He went by the name of Paul Cain for his hardboiled crime fiction, and Peter Ruric for his Hollywood gigs, but he was born George C. Sims, and that's how he's listed in the 1929 Los Angeles City Directory. Today's search for the homes of historic Los Angeles writers led me to a sunny courtyard apartment just north of Sunset where I snapped some shots of 1522 N. Serrano Ave.
Cain/Sims/Ruric lived here three years before he penned the short stories for Black Mask magazine that would become his groundbreaking hardboiled novel Fast One. However, Sims spent the 1920s working as a set decorator and production assistant, and running around with an "artistic avant-garde" set that included a struggling actress named Myrna Williams.
Sims suggested that she change her last name to Loy.
Around the same time his career with the pulps was taking off, he also started to get some writing work with the local studios.
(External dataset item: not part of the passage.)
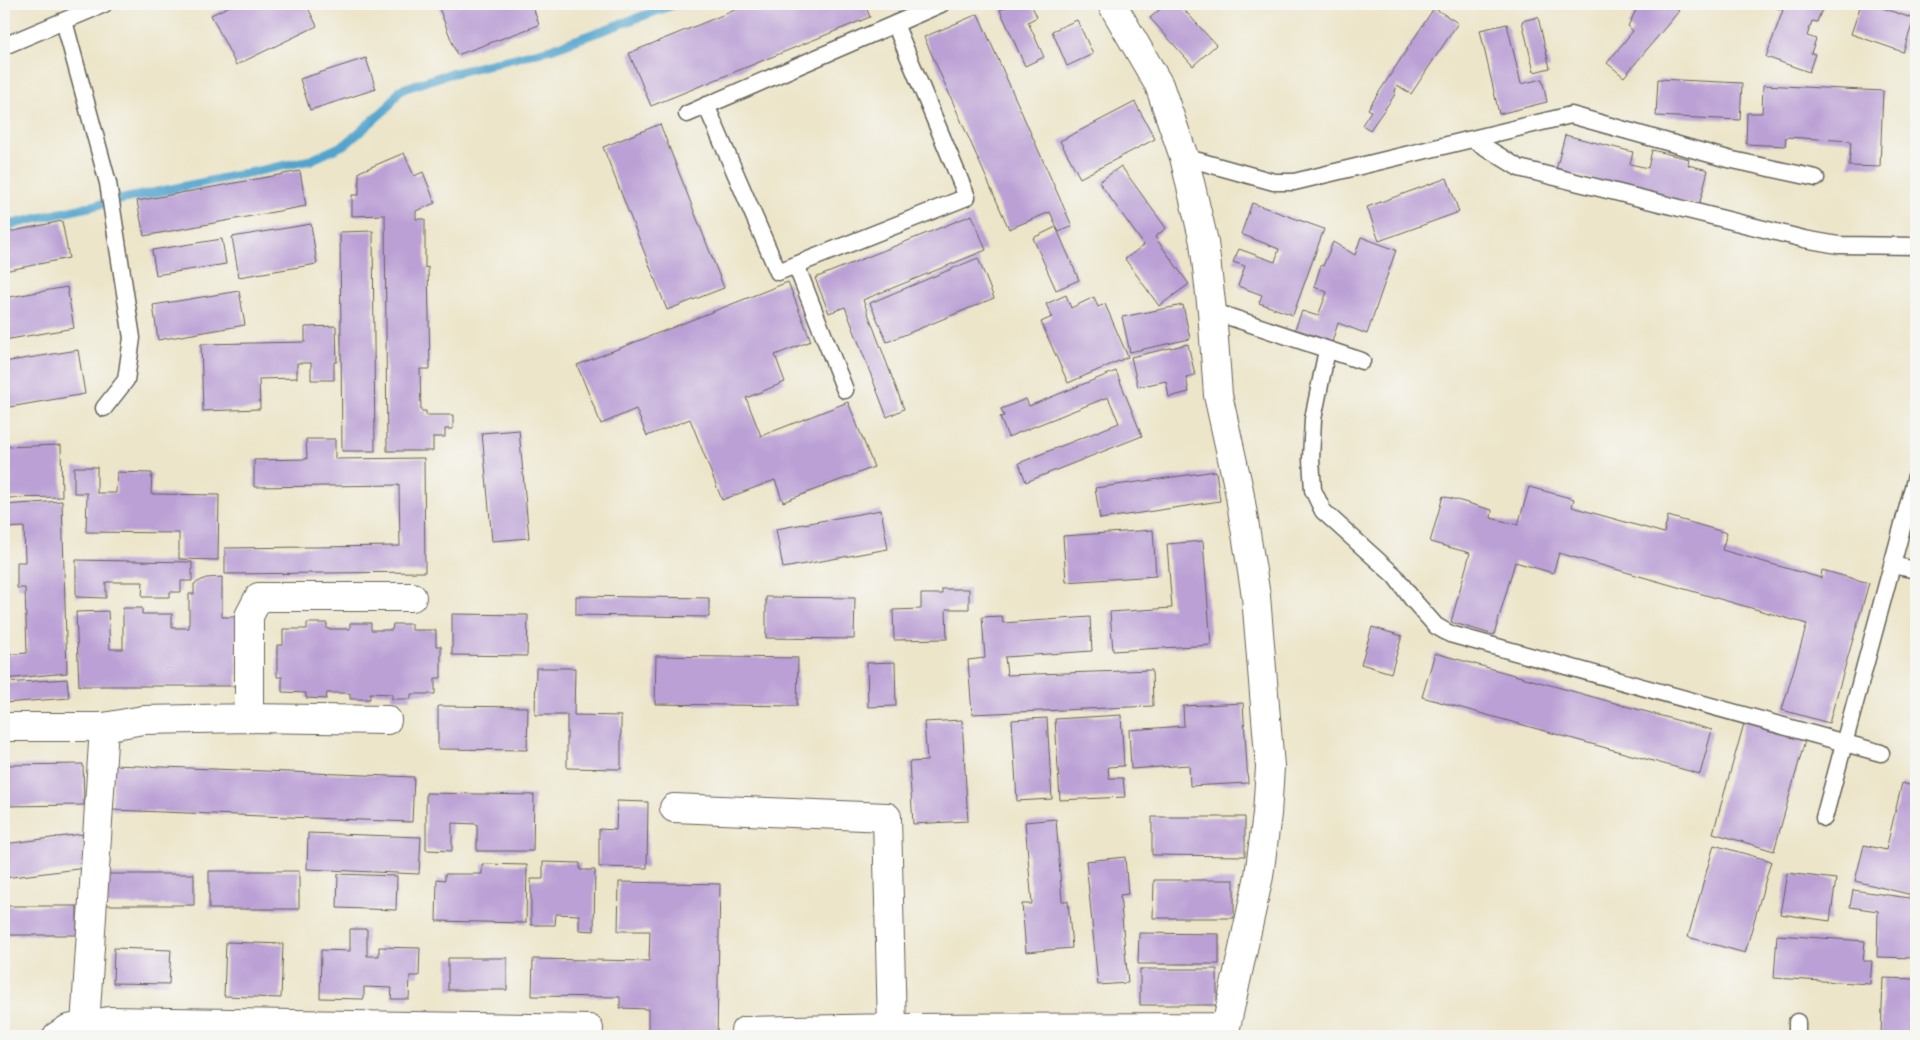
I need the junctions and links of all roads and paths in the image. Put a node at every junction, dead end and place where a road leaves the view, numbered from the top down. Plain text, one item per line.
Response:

During the early 1930s, he wrote The Black Cat, which paired stars Bela Lugosi and Boris Karloff.
Fast One was published as a book in 1933, and featured one of the first hardboiled anti-heroes, gambler and gangster Gerard Kells. The New York Times said of it, "Publishers' blurbs are prone to overestimate the virtues of their respective products, but with the accompanying statement that 'Fast One' is 'the toughest, swiftest, hardest novel of them all,' we almost concur. It is in truth a ceaseless welter of bloodshed and frenzy, a sustained bedlam of killing and fiendishness, told in terse staccato style . . . there is no minute's let-up in the saturnalia of 'black-and-blue passion, bloodlust, death.'"
Very little is known about Sims, although it is generally acknowledged that he drank a bit. After several jaunts to New York and Europe, Sims died in Los Angeles in 1966.